- PROBLEM TO WORK ON -
Each record that follows must be given again without alteration.

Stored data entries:
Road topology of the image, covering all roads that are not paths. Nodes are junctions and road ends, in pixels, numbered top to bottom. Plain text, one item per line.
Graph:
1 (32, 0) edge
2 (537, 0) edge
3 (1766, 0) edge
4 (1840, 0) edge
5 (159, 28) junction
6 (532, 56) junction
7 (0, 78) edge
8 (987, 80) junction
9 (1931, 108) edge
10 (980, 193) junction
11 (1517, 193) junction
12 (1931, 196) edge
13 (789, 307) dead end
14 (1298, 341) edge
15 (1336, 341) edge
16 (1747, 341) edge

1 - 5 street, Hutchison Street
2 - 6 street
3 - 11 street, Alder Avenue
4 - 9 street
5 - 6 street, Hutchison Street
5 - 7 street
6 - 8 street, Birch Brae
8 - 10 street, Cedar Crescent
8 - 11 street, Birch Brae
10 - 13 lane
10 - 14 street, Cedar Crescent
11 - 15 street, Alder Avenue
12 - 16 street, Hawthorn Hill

- ANSWER -
Road topology of the image, covering all roads that are not paths. Nodes are junctions and road ends, in pixels, numbered top to bottom. Plain text, one item per line.
Graph:
1 (32, 0) edge
2 (537, 0) edge
3 (1766, 0) edge
4 (1840, 0) edge
5 (159, 28) junction
6 (532, 56) junction
7 (0, 78) edge
8 (987, 80) junction
9 (1931, 108) edge
10 (980, 193) junction
11 (1517, 193) junction
12 (1931, 196) edge
13 (789, 307) dead end
14 (1298, 341) edge
15 (1336, 341) edge
16 (1747, 341) edge

1 - 5 street, Hutchison Street
2 - 6 street
3 - 11 street, Alder Avenue
4 - 9 street
5 - 6 street, Hutchison Street
5 - 7 street
6 - 8 street, Birch Brae
8 - 10 street, Cedar Crescent
8 - 11 street, Birch Brae
10 - 13 lane
10 - 14 street, Cedar Crescent
11 - 15 street, Alder Avenue
12 - 16 street, Hawthorn Hill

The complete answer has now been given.